Christian Svendsen holds a PhD in Physics from the university of Southern Denmark within the field of scattering and absorption studies of atomic molecules. Since then he initially worked as a university lecturer, and for the last 20 years in the industry covering a wide range technical areas, however focus has been on theoretical and experimental studies of high-end compressors and positive displacement pumps. Since 2013, Christian has in a Senior Specialist role been leading the theoretical CFD and vibration/acoustics studies at Danfoss High Pressure Pumps, as well as the execution of complex simulation model validation measurements. As such Christian is a key person within the strategic efforts of creating an effective and value adding condition monitoring solution for products in the Danfoss High Pressure Pumps product portfolio.

Professor A Zak

Arkadiusz Żak graduated from the Faculty of Technical Physics and Applied Mathematics, Gdańsk University of Technology in 1994. From 1993 to 2012 he was a researcher at the Institute of Fluid-Flow Machinery of the Polish Academy of Sciences in Gdańsk, where he received his PhD in 1998 and next his DSc in 2009. In years 2000-2003 he worked at the University of Glasgow, where he was a research and teaching employee, firstly under a Stefan Batory Foundation scholarship and then as part of an EPSRC and Rolls-Royce company research project. Since 2012 he has been a scientific and didactic employee of the Faculty of Electrical and Control Engineering at Gdańsk University of Technology.

His research interests include methods of modelling physical phenomena, in particular with regards to the use of FEM and derivative methods.

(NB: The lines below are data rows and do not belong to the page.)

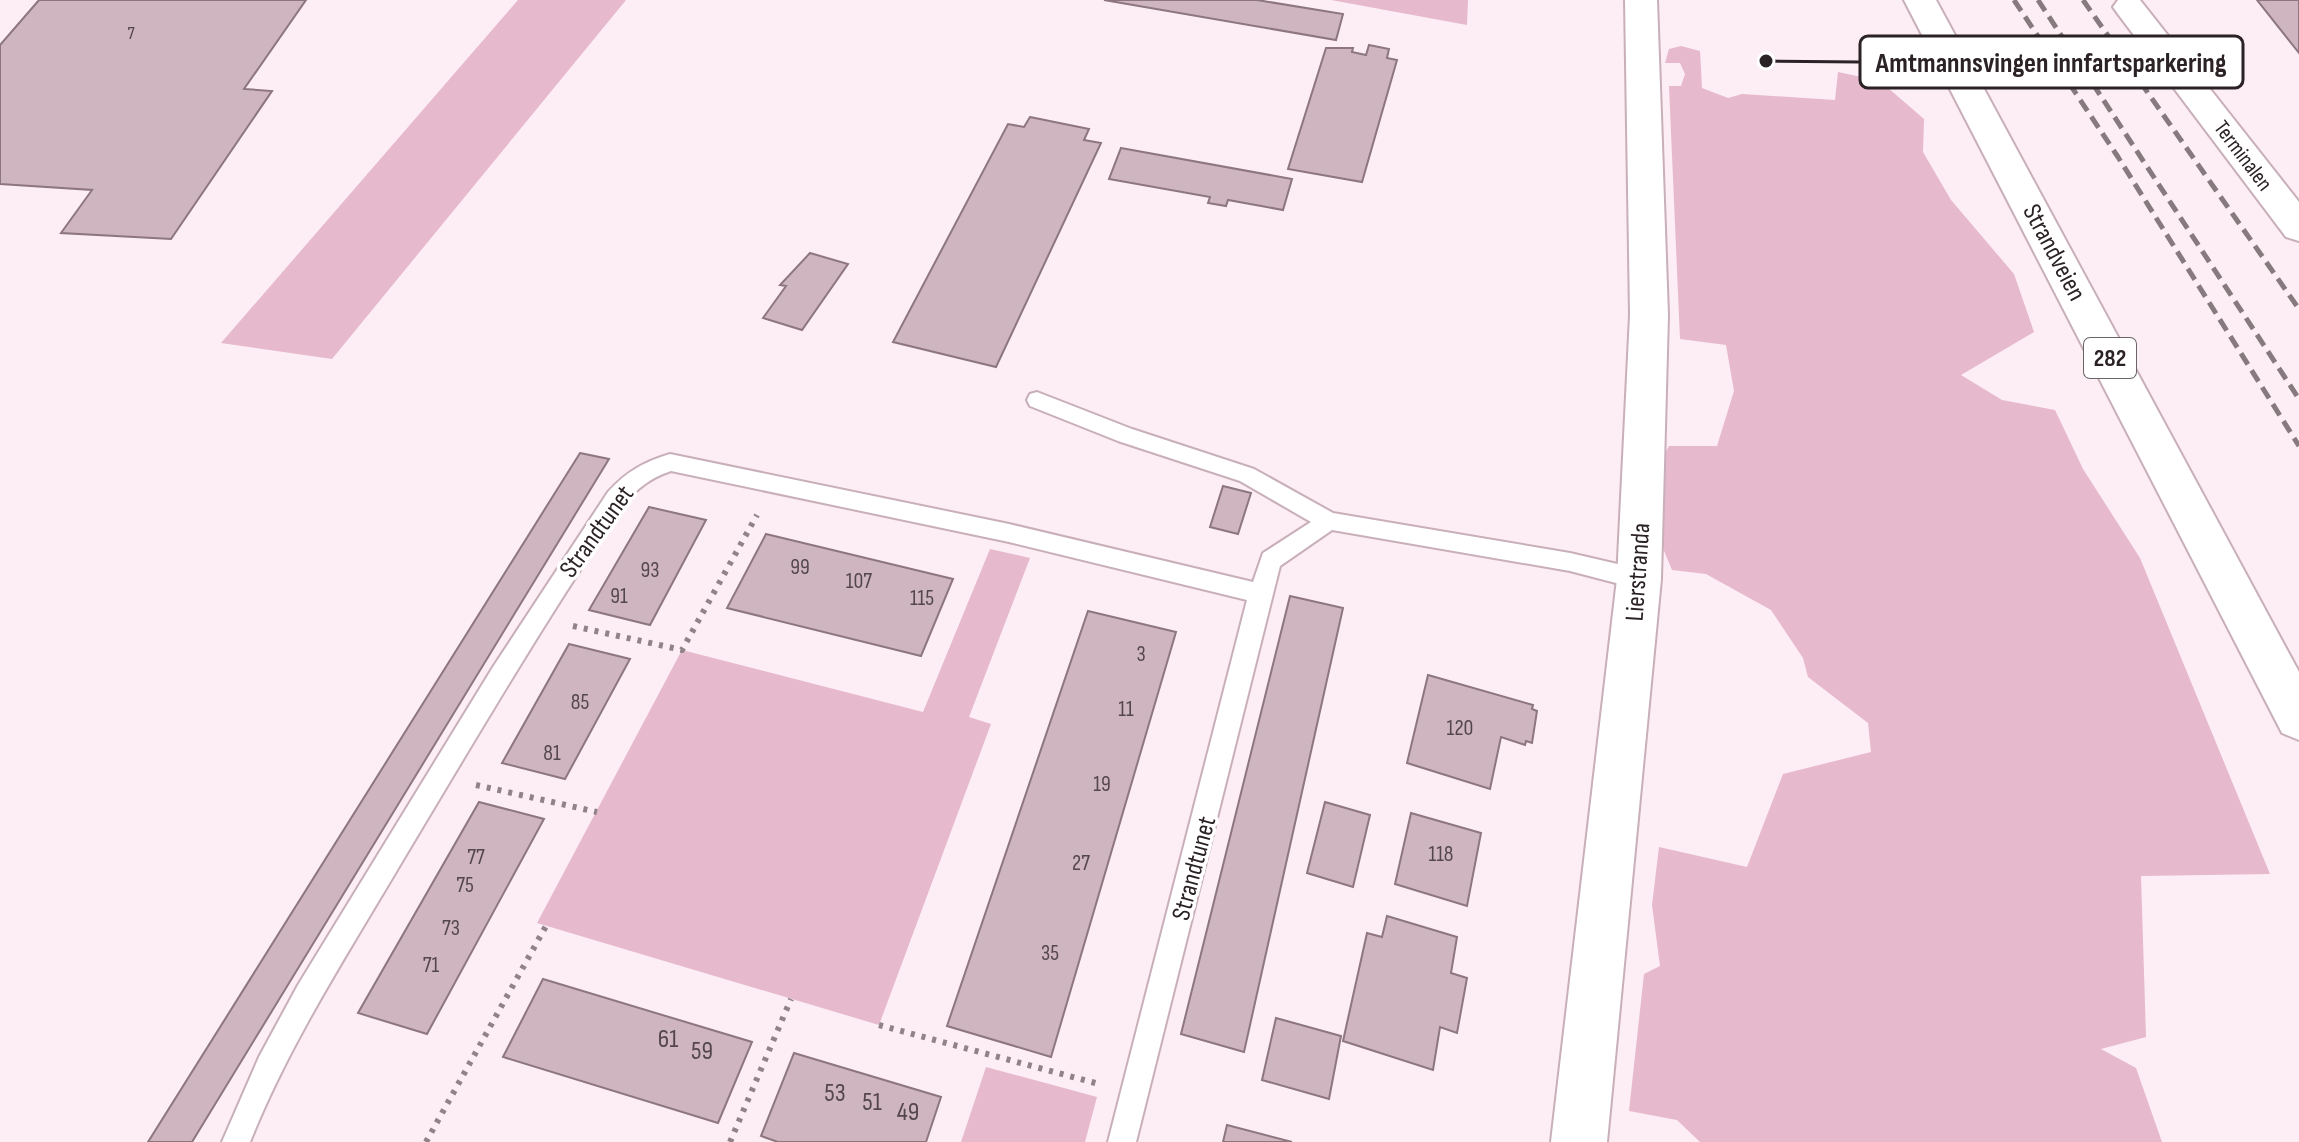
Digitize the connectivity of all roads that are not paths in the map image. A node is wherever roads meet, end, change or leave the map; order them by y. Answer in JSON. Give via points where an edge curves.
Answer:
{"nodes":[{"id":1,"x":1641,"y":0,"type":"edge"},
{"id":2,"x":1920,"y":0,"type":"edge"},
{"id":3,"x":2129,"y":7,"type":"dead end"},
{"id":4,"x":2299,"y":228,"type":"edge"},
{"id":5,"x":1037,"y":400,"type":"dead end"},
{"id":6,"x":1329,"y":521,"type":"junction"},
{"id":7,"x":1639,"y":579,"type":"junction"},
{"id":8,"x":1260,"y":593,"type":"junction"},
{"id":9,"x":2299,"y":718,"type":"edge"},
{"id":10,"x":236,"y":1142,"type":"edge"},
{"id":11,"x":1122,"y":1142,"type":"edge"},
{"id":12,"x":1579,"y":1142,"type":"edge"}],
"edges":[{"from":1,"to":7,"type":"street","name":"Lierstranda","via":[[1649,315]]},
{"from":2,"to":9,"type":"street","name":"Strandveien","number":"282"},
{"from":3,"to":4,"type":"street","name":"Terminalen"},
{"from":5,"to":6,"type":"lane","via":[[1247,475]]},
{"from":6,"to":7,"type":"lane","via":[[1570,562]]},
{"from":6,"to":8,"type":"lane","name":"Strandtunet","via":[[1271,560]]},
{"from":7,"to":12,"type":"street","name":"Lierstranda"},
{"from":8,"to":10,"type":"lane","name":"Strandtunet","via":[[1009,533],[670,462],[646,471],[616,498],[536,618],[277,1052]]},
{"from":8,"to":11,"type":"lane","name":"Strandtunet"}]}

He is the author and co-author of over 100 scientific papers, including over 65 published in the Web of Science database, as well as a reviewer for several scientific journals from the Journal Citation Reports database. He is also an editor of an academic journal from the JCR list.

He was a manager of 3 domestic projects (KBN, Ministry of Science and Higher Education and NAWA) and the main contractor in 14 other domestic and foreign projects (KBN, Ministry of Science and Higher Education, NCN, EU and NATO). He was the author or co-author of numerous conference papers and presentations in Poland and abroad.